Do you hope to be rich someday? The U.S. had 11.8 million households that were millionaires in 2018 or about 3% of Americans. In the same year, 607 Americans were billionaires—that's about one in 538,715 of the population.
Given these numbers, how good do you think your odds are that you could join the ranks of the wealthy? Let's look at the percentages of other commonly examined phenomena for comparison.
Being Struck by Lightning
Your chances of being an American billionaire are similar to your chances of getting struck by lightning. The National Weather Service estimates that the odds of an American being struck by lightning in a given year are approximately one in 1.2 million, and the odds of being struck if you live to be 80 are one in 15,300.
Winning the Lottery
Your chances of winning the lottery really depend on which lottery you're talking about and what you mean by winning. For example, if you play the multi-state Mega Millions lottery, you would win anywhere from $2 to $250,000 in a non-jackpot prize, or you would win a jackpot prize of upwards of $1.5 billion—you could also win nothing, of course, which is the most common outcome.

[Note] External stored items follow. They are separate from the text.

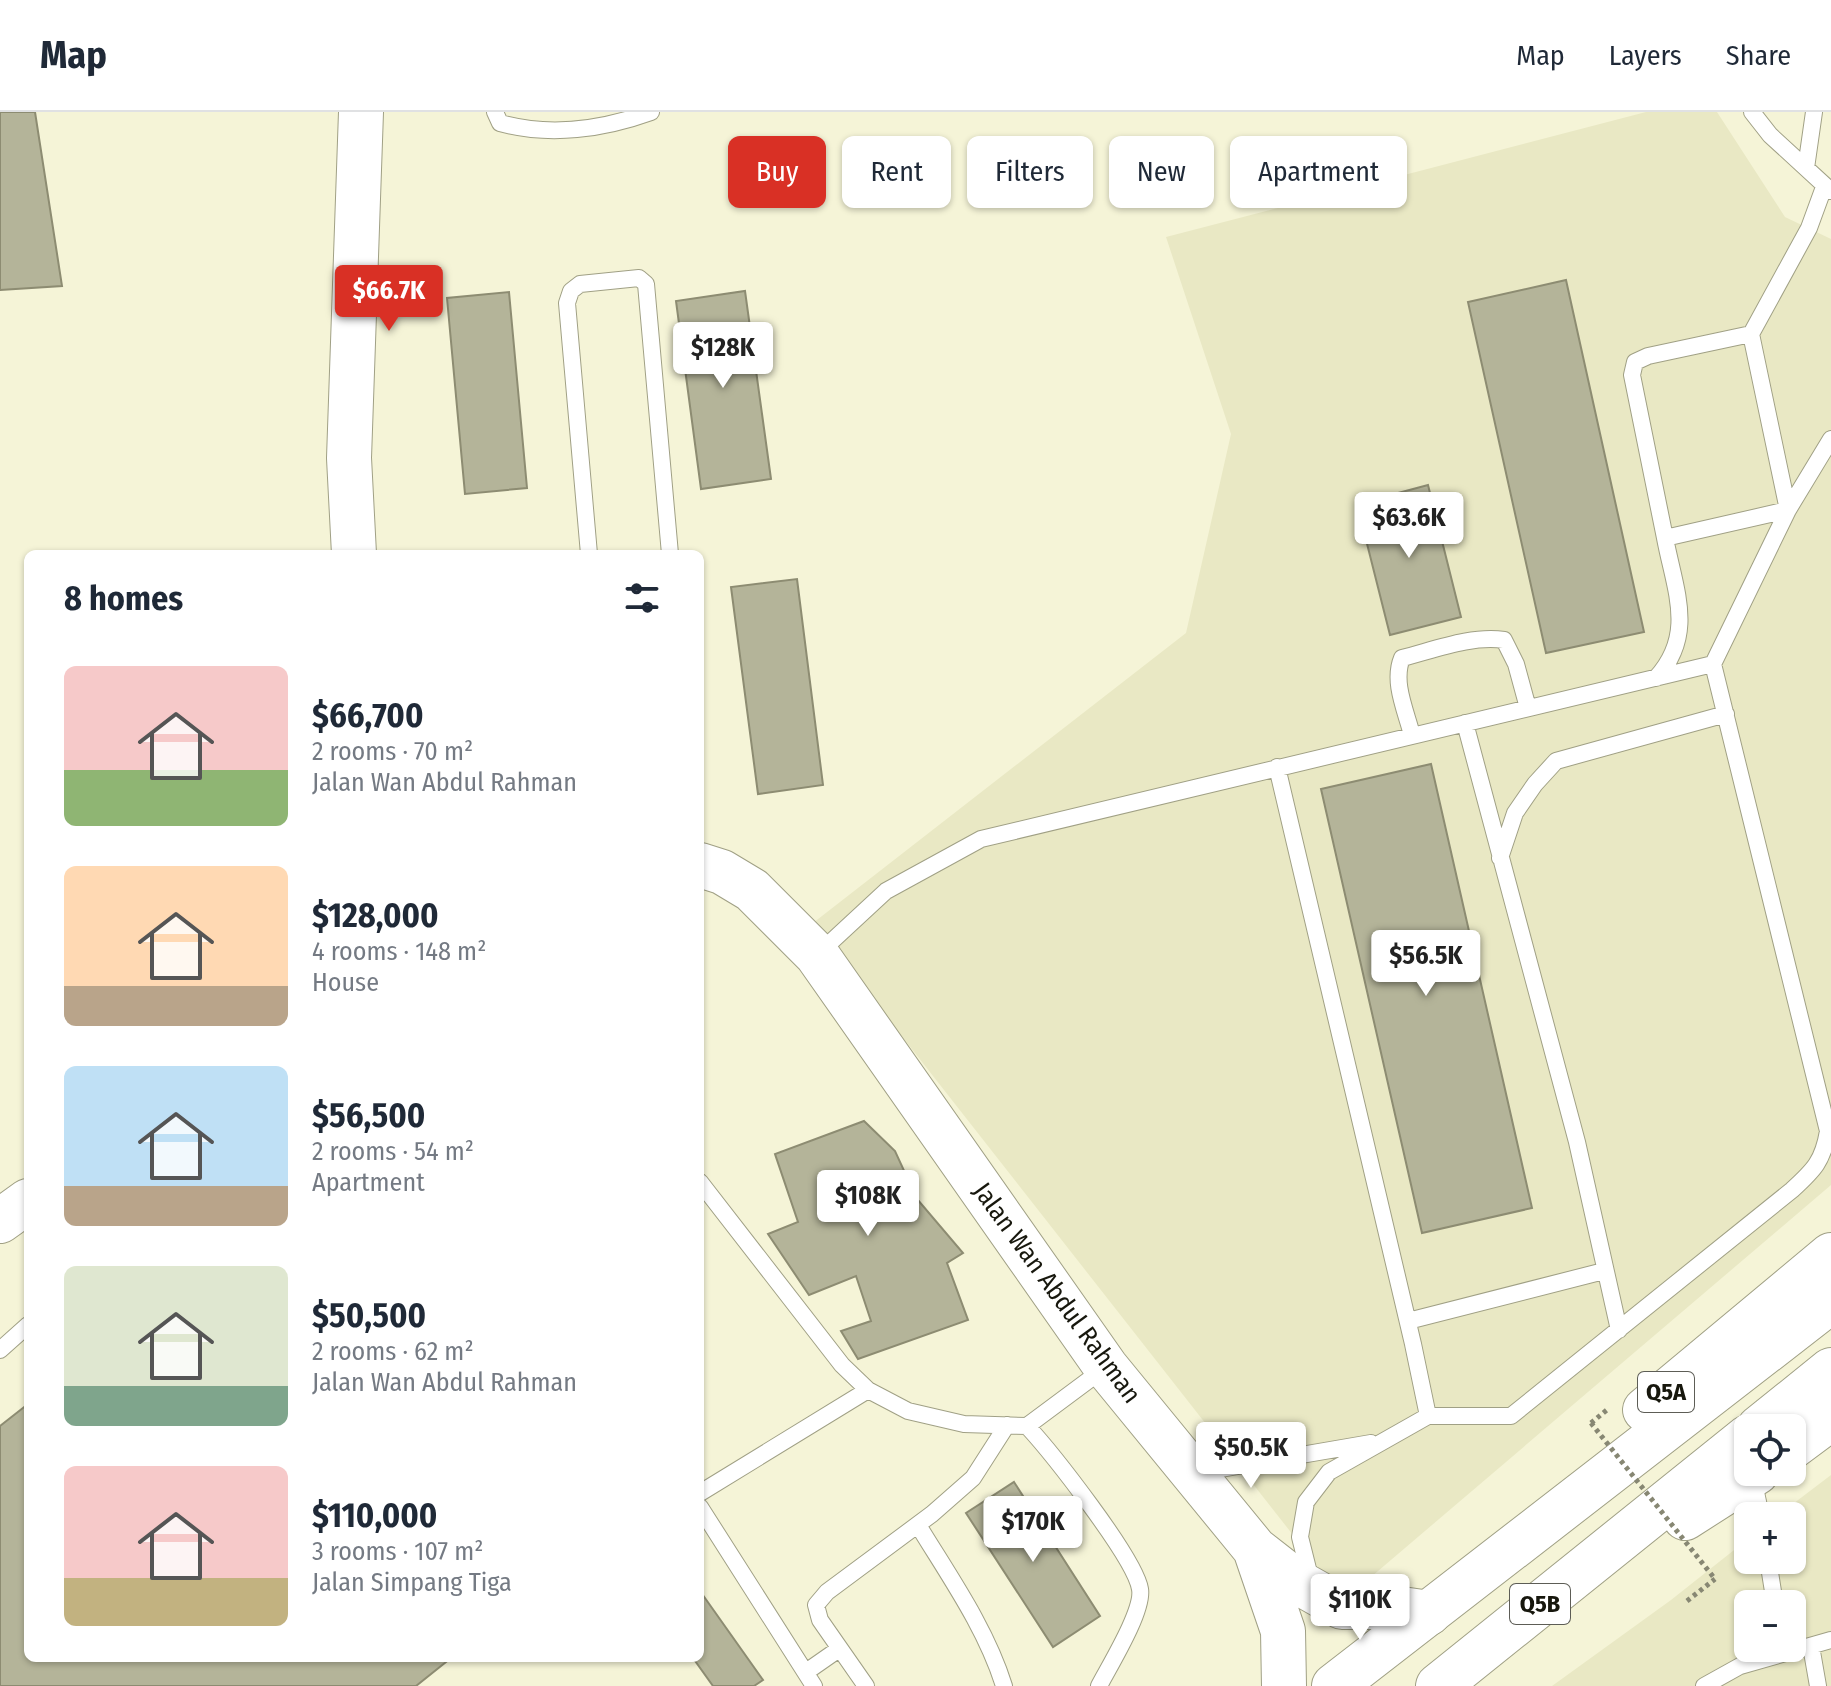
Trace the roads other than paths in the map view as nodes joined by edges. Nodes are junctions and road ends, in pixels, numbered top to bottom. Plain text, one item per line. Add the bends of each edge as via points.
1 (361, 112) edge
2 (495, 112) edge
3 (651, 112) edge
4 (1752, 112) edge
5 (1814, 112) edge
6 (1806, 168) junction
7 (1828, 189) edge
8 (1751, 334) junction
9 (1831, 439) edge
10 (1788, 510) junction
11 (1665, 538) junction
12 (354, 550) edge
13 (589, 550) edge
14 (670, 550) edge
15 (1713, 664) junction
16 (1656, 678) junction
17 (1528, 708) junction
18 (1726, 714) junction
19 (1465, 723) junction
20 (1412, 735) junction
21 (1277, 767) junction
22 (1499, 859) junction
23 (704, 866) edge
24 (817, 955) junction
25 (704, 1187) edge
26 (24, 1204) edge
27 (0, 1221) edge
28 (1831, 1255) edge
29 (1604, 1271) junction
30 (1831, 1301) edge
31 (1408, 1321) junction
32 (24, 1329) edge
33 (1619, 1330) junction
34 (0, 1350) edge
35 (1106, 1367) junction
36 (1831, 1370) edge
37 (868, 1390) junction
38 (1776, 1414) edge
39 (1428, 1416) junction
40 (1831, 1418) edge
41 (1007, 1425) junction
42 (1027, 1426) junction
43 (1806, 1437) edge
44 (1380, 1441) junction
45 (1194, 1474) junction
46 (1734, 1483) edge
47 (1737, 1486) edge
48 (704, 1491) edge
49 (704, 1513) edge
50 (918, 1525) junction
51 (1517, 1545) junction
52 (1255, 1549) junction
53 (1557, 1590) junction
54 (1317, 1593) junction
55 (1429, 1613) junction
56 (1831, 1640) edge
57 (1811, 1646) junction
58 (1806, 1647) edge
59 (839, 1649) junction
60 (1752, 1662) edge
61 (810, 1679) edge
62 (866, 1686) edge
63 (1004, 1686) edge
64 (1099, 1686) edge
65 (1284, 1686) edge
66 (1334, 1686) edge
67 (1438, 1686) edge
68 (1704, 1686) edge
69 (1818, 1686) edge

1 - 12 main road via 349,458
2 - 3 lane via 500,123 521,129 584,129
4 - 6 lane
5 - 6 lane
6 - 7 lane
7 - 8 lane
8 - 10 lane
8 - 11 lane via 1635,362 1632,375
9 - 10 lane
10 - 11 lane
10 - 15 lane
11 - 16 lane via 1680,631 1671,661
13 - 14 lane via 567,303 580,284 639,278 646,284
15 - 16 lane
15 - 18 lane
16 - 17 lane
17 - 19 lane
17 - 20 lane via 1504,640 1448,646 1402,658 1399,683
18 - 22 lane via 1556,761 1515,813
18 - 33 lane via 1828,1131 1824,1155 1792,1190
19 - 20 lane
19 - 22 lane
20 - 21 lane
21 - 24 lane via 981,839 886,891
21 - 31 lane
22 - 29 lane via 1577,1142
23 - 24 main road, Jalan Wan Abdul Rahman via 752,890
24 - 35 main road, Jalan Wan Abdul Rahman
25 - 37 lane via 842,1365
26 - 27 main road
28 - 51 main road, Q5A via 1587,1458
29 - 31 lane
29 - 33 lane
30 - 51 main road, Q5A
31 - 39 lane
32 - 34 lane
33 - 39 lane via 1511,1416
35 - 42 lane
35 - 45 main road, Jalan Wan Abdul Rahman
36 - 38 main road
37 - 41 lane via 908,1411 964,1424
37 - 48 lane
39 - 44 lane
40 - 43 main road
41 - 42 lane
41 - 50 lane via 973,1478
42 - 64 lane via 1090,1506 1141,1590 1135,1617
44 - 45 lane
44 - 54 lane via 1329,1472 1306,1502 1300,1537
45 - 52 main road, Jalan Wan Abdul Rahman
46 - 53 main road, Q5B via 1642,1521
47 - 53 main road, Q5B via 1648,1542
49 - 61 lane
50 - 59 lane via 868,1559 816,1605
50 - 63 lane via 974,1617
51 - 55 main road, Q5A
52 - 54 main road
52 - 65 main road via 1283,1631
53 - 67 main road, Q5B
54 - 55 main road via 1342,1607
55 - 66 main road, Q5A
56 - 57 lane
57 - 58 lane
57 - 69 lane
59 - 61 lane
59 - 62 lane
60 - 68 lane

Mega Millions states that your odds of winning a jackpot prize are 1 in 302,575,350. Your odds of winning any prize are one-in-24. The odds of winning a $10,000 prize are one in 931,001. The largest jackpot Mega Millions has awarded was $1.54 billion in 2018.
Becoming a Homeowner
The numbers fluctuate somewhat each year, but in general, 60% to 70% of U.S. homes are owner-occupied, according to the U.S. Census Bureau. People in the Midwest and South are more likely to own their residences than those living in the West or Northeast. This is not surprising, given the higher real estate prices in the latter two regions.
It seems that becoming a homeowner is an attainable goal for most people, especially considering that not all of the people who rent actually want to become homeowners.
Earning a Six-Figure Income
According to the Current Population Survey's Annual Social and Economic Supplement, 25.86 million people earned a six-figure income in 2018. That means roughly 9.8% of Americans over 15 earned six figures in 2018.
Now, if you consider households, your chances of having a six-figure income rise nicely. Over 30% of households had a six-figure income in 2018, up from 26.8% in 2013.
However, being middle class, or making over $90,000, doesn’t mean as much as it once did. A 2019 YouGov poll reports that despite 13% of Americans make over $90,000, only 44% of respondents to the survey said someone making that much money was considered “rich.” But 56% of survey takers said that making $100,000 a year was considered rich.
What Are the Odds?
The idea that your "chances" of getting rich can be quantified is a fallacy based on the idea that there is a finite amount of wealth in the world. Actually, there is no cap on the number of people that can become millionaires or billionaires. The more good ideas that are implemented and made successful by creative and hardworking people and that are facilitated by a favorable regulatory climate and tax regime, the greater the percentage of wealthy people we can have in the U.S. and in the world.
In fact, if you live in the U.S., Japan, Germany, or China, you already have a better chance than most people at becoming wealthy. The annual World Wealth Report put together by Capgemini and Merrill Lynch defines high net worth individuals (HNWIs) as "those having investable assets of the U.S. $1 million or more, excluding primary residence, collectibles, consumables, and consumer durables."
According to the 2019 report, in 2018, Asia-Pacific is the single-largest home to HNWIs, with 6.1 million. North America has 5.7 million HNWIs as of 2018. The U.S. is the world’s leader when it comes to millionaire population, with 5.3 million HNWIs. Japan comes in second with 3.2 million.
The Bottom Line
Still, even if only a small percentage of people are what we now consider extremely wealthy, this doesn't mean that you can't live a financially comfortable and even financially successful life.